Few was so flummoxed that he actually put his team in a zone defense for several possessions—and Gonzaga almost never plays zone. It worked for a short while, but Baylor figured it out just the way it figured out how to shred the Zags’ man-to-man.
“We track points per possession over there and the zone was worse than the man, which was hard to do tonight,” Few said. “But it actually, it was worse.”
For Gonzaga, the old criticisms about rolling through too easy a conference will be rekindled. In point of fact, the Zags crushed a succession of power-conference opponents in November and December, and then again in the second, third and fourth rounds here. But they were outmanned in terms of athleticism and muscle Monday night, areas that much continue to be addressed.

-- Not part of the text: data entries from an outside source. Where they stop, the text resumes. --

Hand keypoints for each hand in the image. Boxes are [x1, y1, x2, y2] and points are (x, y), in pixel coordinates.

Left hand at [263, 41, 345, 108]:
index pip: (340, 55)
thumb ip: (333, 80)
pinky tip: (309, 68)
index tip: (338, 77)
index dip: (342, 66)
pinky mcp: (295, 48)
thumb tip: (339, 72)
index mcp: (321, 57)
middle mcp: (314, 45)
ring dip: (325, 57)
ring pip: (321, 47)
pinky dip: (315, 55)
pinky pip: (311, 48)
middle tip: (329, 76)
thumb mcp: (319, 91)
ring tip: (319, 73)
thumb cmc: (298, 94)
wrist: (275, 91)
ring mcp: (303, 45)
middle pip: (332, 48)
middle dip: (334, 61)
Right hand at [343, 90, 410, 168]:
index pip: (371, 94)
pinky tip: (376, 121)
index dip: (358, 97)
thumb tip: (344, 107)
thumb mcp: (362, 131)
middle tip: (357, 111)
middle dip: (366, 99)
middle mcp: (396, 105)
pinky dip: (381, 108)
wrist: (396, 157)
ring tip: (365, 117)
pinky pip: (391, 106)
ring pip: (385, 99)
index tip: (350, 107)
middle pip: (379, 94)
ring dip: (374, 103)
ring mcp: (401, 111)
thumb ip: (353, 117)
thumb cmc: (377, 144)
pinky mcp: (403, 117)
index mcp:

Gonzaga can hope it has reached the Duke stage of program building. The Blue Devils lost their first national championship game under Mike Krzyzewski in 1986, a hard-fought defeat at the hands of Louisville. Four years later they made it back again and were obliterated by UNLV. After that, they got over the hump, winning consecutive national titles and five in a span of 24 years. The Zags lost a crusher to North Carolina in 2017, and four years later have their own blowout to process. Can they take the next step from this crusher?
There is no more next step for Drew, not after a game that offered the final validation of the Baylor coach. He took over the program at the literal lowest point imaginable, coming off a tragic scandal that unfolded after one player murdered another. The Bears were hit with sanctions so severe that they were banned from playing non-conference games in the 2005–06 season. Drew was so low on players that he held tryouts for walk-ons, and once tried to recruit a tall guy at a Fazoli’s near campus only to find out that he wasn’t a Baylor student.
When Drew finally got the program up and running, criticism flowed. He’d win recruiting battles but hear assertions that he cheated. He’d win games but have NCAA tourney flameouts, leading to a label that he couldn’t coach.
There are no criticisms left. The only label that applies is champion. Scott Drew can write that in his game notes for the rest of his career.